Как раз когда после обеда закончили редактировать Кугеля, он явился собственной персоной. Витя бросился готовить чай, нарезал булочку и достал из холодильника шоколадную пасту: политический обозреватель Себастьян Закс любил сладкое.
Нет, он не собирается им мешать, он сейчас пойдет дальше, какой там чай, зачем… Погорячей, давай, не жалей. А лимоном в вашей конторе, как всегда, не разживешься, жилы вы, жилы… Серьезному человеку такую бурду и пить стыдно… Слышали, что вчера вопил в кнессете этот мошенник, этот карманный вор?..

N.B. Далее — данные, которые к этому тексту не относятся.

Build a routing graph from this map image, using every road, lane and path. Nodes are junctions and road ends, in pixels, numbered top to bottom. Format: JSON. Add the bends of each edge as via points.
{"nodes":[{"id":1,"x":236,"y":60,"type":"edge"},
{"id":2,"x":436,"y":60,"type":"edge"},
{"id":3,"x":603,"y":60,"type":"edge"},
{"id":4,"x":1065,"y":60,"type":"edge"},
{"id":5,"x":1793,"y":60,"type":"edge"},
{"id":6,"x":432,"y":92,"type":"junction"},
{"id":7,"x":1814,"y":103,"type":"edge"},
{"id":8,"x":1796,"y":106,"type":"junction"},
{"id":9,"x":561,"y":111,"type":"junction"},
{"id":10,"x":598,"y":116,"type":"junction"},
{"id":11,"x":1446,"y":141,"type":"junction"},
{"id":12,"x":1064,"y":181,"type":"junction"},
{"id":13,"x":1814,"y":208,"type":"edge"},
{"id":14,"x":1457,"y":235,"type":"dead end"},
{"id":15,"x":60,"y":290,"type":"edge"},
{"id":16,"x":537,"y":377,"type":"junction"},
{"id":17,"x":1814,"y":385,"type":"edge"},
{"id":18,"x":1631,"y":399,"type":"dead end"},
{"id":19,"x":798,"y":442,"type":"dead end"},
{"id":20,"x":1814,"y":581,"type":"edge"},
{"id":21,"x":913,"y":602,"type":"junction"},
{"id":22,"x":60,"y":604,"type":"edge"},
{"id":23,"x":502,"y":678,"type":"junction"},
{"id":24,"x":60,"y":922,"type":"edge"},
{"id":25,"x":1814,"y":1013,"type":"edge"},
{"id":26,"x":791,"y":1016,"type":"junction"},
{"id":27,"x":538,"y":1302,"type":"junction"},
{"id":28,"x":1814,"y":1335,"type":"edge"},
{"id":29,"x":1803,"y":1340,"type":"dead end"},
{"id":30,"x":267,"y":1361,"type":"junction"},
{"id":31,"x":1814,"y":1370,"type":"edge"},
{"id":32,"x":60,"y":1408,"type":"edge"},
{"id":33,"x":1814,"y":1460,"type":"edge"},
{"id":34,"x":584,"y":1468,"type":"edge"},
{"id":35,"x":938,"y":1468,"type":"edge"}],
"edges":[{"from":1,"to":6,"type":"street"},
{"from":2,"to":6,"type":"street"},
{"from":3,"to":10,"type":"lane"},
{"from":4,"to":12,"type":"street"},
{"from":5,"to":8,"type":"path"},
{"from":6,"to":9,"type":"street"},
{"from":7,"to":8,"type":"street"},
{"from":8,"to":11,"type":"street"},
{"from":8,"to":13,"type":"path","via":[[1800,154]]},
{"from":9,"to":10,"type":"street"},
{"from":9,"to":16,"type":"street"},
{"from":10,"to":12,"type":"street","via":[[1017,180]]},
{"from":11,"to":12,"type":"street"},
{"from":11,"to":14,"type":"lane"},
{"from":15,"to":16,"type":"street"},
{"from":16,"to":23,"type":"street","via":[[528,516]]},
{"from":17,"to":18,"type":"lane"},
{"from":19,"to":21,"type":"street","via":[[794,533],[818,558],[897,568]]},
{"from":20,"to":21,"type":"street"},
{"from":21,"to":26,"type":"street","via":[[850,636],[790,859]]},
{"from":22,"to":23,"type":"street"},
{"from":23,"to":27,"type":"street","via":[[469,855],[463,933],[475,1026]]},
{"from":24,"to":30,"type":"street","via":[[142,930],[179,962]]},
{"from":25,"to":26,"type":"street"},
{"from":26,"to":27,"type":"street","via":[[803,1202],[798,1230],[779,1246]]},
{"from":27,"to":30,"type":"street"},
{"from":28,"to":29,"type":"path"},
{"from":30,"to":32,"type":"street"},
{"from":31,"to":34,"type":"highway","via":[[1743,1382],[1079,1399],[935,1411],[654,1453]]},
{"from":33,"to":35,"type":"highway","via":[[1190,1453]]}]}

— Рудольф, — сказала Зяма, — знаете что? Почему бы вам в конце концов не написать что-нибудь о Катастрофе.
— О чем это?! — вскинулся тот. — О том, как я в Дахау в выгребной яме три дня отсиживался? Как потом от меня месяц — мойся не мойся, хоть шкуру сдирай — говном разило?
— Именно! — воскликнула она. — Напишите, черт возьми, о Дахау! Как вы спаслись.
Кугель вынул ложечку из чашки и внимательно взглянул на нее.
— С чего вы взяли, что я спасся? — спросил он, усмехаясь. — С того, что я каждую неделю вам статьи пишу и чаи здесь распиваю?.. Нет, вы на это не смотрите, это кажимость. Оттуда никто не спасся, ни я, ни вы…
А вот, если желаете, я вам к Судному Дню «Экклезиаст» переведу.
— В каком смысле? — спросил Витя. — Ведь он переведен давно.